__Problem statement__
Repeat each entry in the data, exactly.
---- Excerpted data
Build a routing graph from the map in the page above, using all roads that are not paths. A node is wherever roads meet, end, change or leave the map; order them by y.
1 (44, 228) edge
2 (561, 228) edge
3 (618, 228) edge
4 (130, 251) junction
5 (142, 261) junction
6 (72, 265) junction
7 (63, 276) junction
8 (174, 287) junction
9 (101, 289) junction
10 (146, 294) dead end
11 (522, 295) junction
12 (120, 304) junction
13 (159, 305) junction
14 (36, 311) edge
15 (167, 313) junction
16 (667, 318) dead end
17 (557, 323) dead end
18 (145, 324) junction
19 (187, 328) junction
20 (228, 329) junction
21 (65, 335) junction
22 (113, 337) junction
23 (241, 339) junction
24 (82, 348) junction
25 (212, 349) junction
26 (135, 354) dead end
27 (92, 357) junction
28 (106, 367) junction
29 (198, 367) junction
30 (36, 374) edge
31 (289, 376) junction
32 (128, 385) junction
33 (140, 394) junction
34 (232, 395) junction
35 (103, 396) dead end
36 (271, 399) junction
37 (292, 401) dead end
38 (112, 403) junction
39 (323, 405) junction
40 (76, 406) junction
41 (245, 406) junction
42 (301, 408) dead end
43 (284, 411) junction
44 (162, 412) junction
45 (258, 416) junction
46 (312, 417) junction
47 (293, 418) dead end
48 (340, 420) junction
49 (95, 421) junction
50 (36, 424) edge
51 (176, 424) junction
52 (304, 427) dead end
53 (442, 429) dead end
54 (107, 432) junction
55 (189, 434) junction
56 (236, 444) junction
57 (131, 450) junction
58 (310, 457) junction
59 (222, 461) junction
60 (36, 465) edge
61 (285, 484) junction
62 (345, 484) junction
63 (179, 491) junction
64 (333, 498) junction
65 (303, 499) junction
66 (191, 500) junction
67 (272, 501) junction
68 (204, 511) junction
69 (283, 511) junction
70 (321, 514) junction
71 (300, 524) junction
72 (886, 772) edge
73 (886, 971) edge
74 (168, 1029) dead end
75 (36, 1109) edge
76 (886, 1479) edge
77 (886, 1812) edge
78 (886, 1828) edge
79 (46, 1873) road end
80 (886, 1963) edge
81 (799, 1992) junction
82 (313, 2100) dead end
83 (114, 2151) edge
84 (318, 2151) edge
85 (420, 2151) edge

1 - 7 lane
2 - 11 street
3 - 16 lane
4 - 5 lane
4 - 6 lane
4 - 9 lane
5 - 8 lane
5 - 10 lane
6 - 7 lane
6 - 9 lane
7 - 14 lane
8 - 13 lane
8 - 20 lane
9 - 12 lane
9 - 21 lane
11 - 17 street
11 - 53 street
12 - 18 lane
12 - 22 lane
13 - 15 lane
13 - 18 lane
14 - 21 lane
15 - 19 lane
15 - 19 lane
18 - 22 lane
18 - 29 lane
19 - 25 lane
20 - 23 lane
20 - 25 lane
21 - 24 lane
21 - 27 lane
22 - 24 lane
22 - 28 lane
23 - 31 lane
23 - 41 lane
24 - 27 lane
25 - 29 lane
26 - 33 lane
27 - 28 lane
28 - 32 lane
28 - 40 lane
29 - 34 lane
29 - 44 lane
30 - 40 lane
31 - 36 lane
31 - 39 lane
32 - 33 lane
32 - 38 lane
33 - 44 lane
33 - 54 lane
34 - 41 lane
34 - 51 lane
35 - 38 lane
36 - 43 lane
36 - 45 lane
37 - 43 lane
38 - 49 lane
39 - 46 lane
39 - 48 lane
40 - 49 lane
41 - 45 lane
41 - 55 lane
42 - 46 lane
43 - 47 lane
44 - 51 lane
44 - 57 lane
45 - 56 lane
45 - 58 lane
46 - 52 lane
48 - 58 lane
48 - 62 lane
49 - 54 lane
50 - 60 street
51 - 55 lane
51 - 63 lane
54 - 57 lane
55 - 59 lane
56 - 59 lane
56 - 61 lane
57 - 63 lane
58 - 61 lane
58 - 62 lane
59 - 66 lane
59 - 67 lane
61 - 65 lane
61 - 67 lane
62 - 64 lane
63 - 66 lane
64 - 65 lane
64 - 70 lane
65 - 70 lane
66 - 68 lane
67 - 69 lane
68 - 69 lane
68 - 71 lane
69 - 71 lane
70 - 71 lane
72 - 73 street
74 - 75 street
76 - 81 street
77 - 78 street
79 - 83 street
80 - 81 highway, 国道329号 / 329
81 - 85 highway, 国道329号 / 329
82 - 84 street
--------
__Solution for this task__
Build a routing graph from the map in the page above, using all roads that are not paths. A node is wherever roads meet, end, change or leave the map; order them by y.
1 (44, 228) edge
2 (561, 228) edge
3 (618, 228) edge
4 (130, 251) junction
5 (142, 261) junction
6 (72, 265) junction
7 (63, 276) junction
8 (174, 287) junction
9 (101, 289) junction
10 (146, 294) dead end
11 (522, 295) junction
12 (120, 304) junction
13 (159, 305) junction
14 (36, 311) edge
15 (167, 313) junction
16 (667, 318) dead end
17 (557, 323) dead end
18 (145, 324) junction
19 (187, 328) junction
20 (228, 329) junction
21 (65, 335) junction
22 (113, 337) junction
23 (241, 339) junction
24 (82, 348) junction
25 (212, 349) junction
26 (135, 354) dead end
27 (92, 357) junction
28 (106, 367) junction
29 (198, 367) junction
30 (36, 374) edge
31 (289, 376) junction
32 (128, 385) junction
33 (140, 394) junction
34 (232, 395) junction
35 (103, 396) dead end
36 (271, 399) junction
37 (292, 401) dead end
38 (112, 403) junction
39 (323, 405) junction
40 (76, 406) junction
41 (245, 406) junction
42 (301, 408) dead end
43 (284, 411) junction
44 (162, 412) junction
45 (258, 416) junction
46 (312, 417) junction
47 (293, 418) dead end
48 (340, 420) junction
49 (95, 421) junction
50 (36, 424) edge
51 (176, 424) junction
52 (304, 427) dead end
53 (442, 429) dead end
54 (107, 432) junction
55 (189, 434) junction
56 (236, 444) junction
57 (131, 450) junction
58 (310, 457) junction
59 (222, 461) junction
60 (36, 465) edge
61 (285, 484) junction
62 (345, 484) junction
63 (179, 491) junction
64 (333, 498) junction
65 (303, 499) junction
66 (191, 500) junction
67 (272, 501) junction
68 (204, 511) junction
69 (283, 511) junction
70 (321, 514) junction
71 (300, 524) junction
72 (886, 772) edge
73 (886, 971) edge
74 (168, 1029) dead end
75 (36, 1109) edge
76 (886, 1479) edge
77 (886, 1812) edge
78 (886, 1828) edge
79 (46, 1873) road end
80 (886, 1963) edge
81 (799, 1992) junction
82 (313, 2100) dead end
83 (114, 2151) edge
84 (318, 2151) edge
85 (420, 2151) edge

1 - 7 lane
2 - 11 street
3 - 16 lane
4 - 5 lane
4 - 6 lane
4 - 9 lane
5 - 8 lane
5 - 10 lane
6 - 7 lane
6 - 9 lane
7 - 14 lane
8 - 13 lane
8 - 20 lane
9 - 12 lane
9 - 21 lane
11 - 17 street
11 - 53 street
12 - 18 lane
12 - 22 lane
13 - 15 lane
13 - 18 lane
14 - 21 lane
15 - 19 lane
15 - 19 lane
18 - 22 lane
18 - 29 lane
19 - 25 lane
20 - 23 lane
20 - 25 lane
21 - 24 lane
21 - 27 lane
22 - 24 lane
22 - 28 lane
23 - 31 lane
23 - 41 lane
24 - 27 lane
25 - 29 lane
26 - 33 lane
27 - 28 lane
28 - 32 lane
28 - 40 lane
29 - 34 lane
29 - 44 lane
30 - 40 lane
31 - 36 lane
31 - 39 lane
32 - 33 lane
32 - 38 lane
33 - 44 lane
33 - 54 lane
34 - 41 lane
34 - 51 lane
35 - 38 lane
36 - 43 lane
36 - 45 lane
37 - 43 lane
38 - 49 lane
39 - 46 lane
39 - 48 lane
40 - 49 lane
41 - 45 lane
41 - 55 lane
42 - 46 lane
43 - 47 lane
44 - 51 lane
44 - 57 lane
45 - 56 lane
45 - 58 lane
46 - 52 lane
48 - 58 lane
48 - 62 lane
49 - 54 lane
50 - 60 street
51 - 55 lane
51 - 63 lane
54 - 57 lane
55 - 59 lane
56 - 59 lane
56 - 61 lane
57 - 63 lane
58 - 61 lane
58 - 62 lane
59 - 66 lane
59 - 67 lane
61 - 65 lane
61 - 67 lane
62 - 64 lane
63 - 66 lane
64 - 65 lane
64 - 70 lane
65 - 70 lane
66 - 68 lane
67 - 69 lane
68 - 69 lane
68 - 71 lane
69 - 71 lane
70 - 71 lane
72 - 73 street
74 - 75 street
76 - 81 street
77 - 78 street
79 - 83 street
80 - 81 highway, 国道329号 / 329
81 - 85 highway, 国道329号 / 329
82 - 84 street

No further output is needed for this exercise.